Rather naively, I walked in the front door and asked the guard, a gentleman in a green uniform with gold trim, if he had any pamphlets with some information about the club. Maybe an application form. Like it was a Gold’s Gym. He looked a little confused. “No,” he said. “We don’t have nothin’ like that.” Clearly, the River Club is not hurting for members. Then I asked him if he could tell me a little bit about the club, how old it was, who belonged to it, that sort of thing. “No,” he said. “They don’t want us to be talkin’ about nothin’ to nobody.” I was under the distinct impression he wanted me to leave. So I did. All I got to see was the lobby, which, truth be told, was quite nice, with lots of plush carpeting and brass fixtures.

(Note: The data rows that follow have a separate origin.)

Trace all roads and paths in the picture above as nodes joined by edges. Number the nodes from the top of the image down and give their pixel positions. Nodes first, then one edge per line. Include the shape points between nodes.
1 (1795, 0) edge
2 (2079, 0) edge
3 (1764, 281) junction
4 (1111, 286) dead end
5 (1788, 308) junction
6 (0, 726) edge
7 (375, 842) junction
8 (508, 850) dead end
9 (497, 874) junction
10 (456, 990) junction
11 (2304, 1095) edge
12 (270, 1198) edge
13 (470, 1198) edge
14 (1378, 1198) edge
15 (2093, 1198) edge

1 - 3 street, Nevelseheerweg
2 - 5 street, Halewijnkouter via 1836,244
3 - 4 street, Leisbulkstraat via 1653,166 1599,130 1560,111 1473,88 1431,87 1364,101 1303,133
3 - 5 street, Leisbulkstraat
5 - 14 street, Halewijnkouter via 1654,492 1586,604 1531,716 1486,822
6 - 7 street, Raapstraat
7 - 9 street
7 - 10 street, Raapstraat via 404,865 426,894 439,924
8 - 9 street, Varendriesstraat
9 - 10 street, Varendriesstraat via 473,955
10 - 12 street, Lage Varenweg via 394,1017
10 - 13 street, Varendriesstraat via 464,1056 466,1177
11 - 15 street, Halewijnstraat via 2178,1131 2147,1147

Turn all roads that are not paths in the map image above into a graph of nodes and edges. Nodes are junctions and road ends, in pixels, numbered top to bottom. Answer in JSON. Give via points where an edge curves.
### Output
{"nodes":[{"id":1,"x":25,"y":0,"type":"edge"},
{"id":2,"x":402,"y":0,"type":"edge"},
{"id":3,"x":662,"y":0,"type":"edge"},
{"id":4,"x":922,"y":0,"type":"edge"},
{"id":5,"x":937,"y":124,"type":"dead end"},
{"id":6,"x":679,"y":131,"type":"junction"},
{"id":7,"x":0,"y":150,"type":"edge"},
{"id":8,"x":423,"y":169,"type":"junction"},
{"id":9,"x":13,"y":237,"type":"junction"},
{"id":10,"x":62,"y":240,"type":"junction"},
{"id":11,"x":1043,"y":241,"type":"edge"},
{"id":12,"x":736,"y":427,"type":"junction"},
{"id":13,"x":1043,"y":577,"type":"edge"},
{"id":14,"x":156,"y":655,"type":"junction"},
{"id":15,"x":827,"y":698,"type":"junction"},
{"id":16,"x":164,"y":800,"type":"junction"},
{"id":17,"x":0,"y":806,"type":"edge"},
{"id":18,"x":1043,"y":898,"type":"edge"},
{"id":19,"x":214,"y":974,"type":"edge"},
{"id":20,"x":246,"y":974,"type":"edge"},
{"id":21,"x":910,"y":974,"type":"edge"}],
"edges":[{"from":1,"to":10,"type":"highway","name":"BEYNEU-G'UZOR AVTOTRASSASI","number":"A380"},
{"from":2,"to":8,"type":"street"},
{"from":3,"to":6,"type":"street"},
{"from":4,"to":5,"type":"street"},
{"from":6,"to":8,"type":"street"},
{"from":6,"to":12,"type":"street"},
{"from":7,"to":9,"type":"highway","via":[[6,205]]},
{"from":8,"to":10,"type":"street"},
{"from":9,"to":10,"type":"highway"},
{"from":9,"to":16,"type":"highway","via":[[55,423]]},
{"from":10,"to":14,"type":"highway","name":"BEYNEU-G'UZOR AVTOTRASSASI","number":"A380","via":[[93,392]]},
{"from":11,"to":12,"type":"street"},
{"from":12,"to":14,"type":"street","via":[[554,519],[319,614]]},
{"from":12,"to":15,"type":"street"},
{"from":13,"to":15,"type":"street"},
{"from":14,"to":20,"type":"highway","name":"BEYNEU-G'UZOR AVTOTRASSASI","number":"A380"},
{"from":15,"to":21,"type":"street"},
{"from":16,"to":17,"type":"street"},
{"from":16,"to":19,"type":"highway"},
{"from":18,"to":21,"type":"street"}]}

Harry was up bright and early again on Monday, June 29, emerging from the hotel for his walk at 6:57. He took a slightly different route than the day before, but the spectacle was the same. Everywhere he went he was met with welcoming cries: “Hi, Harry!” “Try again in three years!” “We miss you, Harry!” It was hard to believe that barely a year earlier he had been the least popular president in American history. Even Truman himself had a hard time believing it. “The whole trip has been heart-warming,” he said. “I am amazed at the friendliness, and it makes me think that I haven’t spent my life in vain.” But the constant attention also gave him a greater appreciation of his life back in Independence, where his presence was regarded with nonchalance. “I couldn’t live in New York,” he observed, “although I’ve enjoyed this visit very much. I don’t like going around wearing false whiskers and dark glasses.”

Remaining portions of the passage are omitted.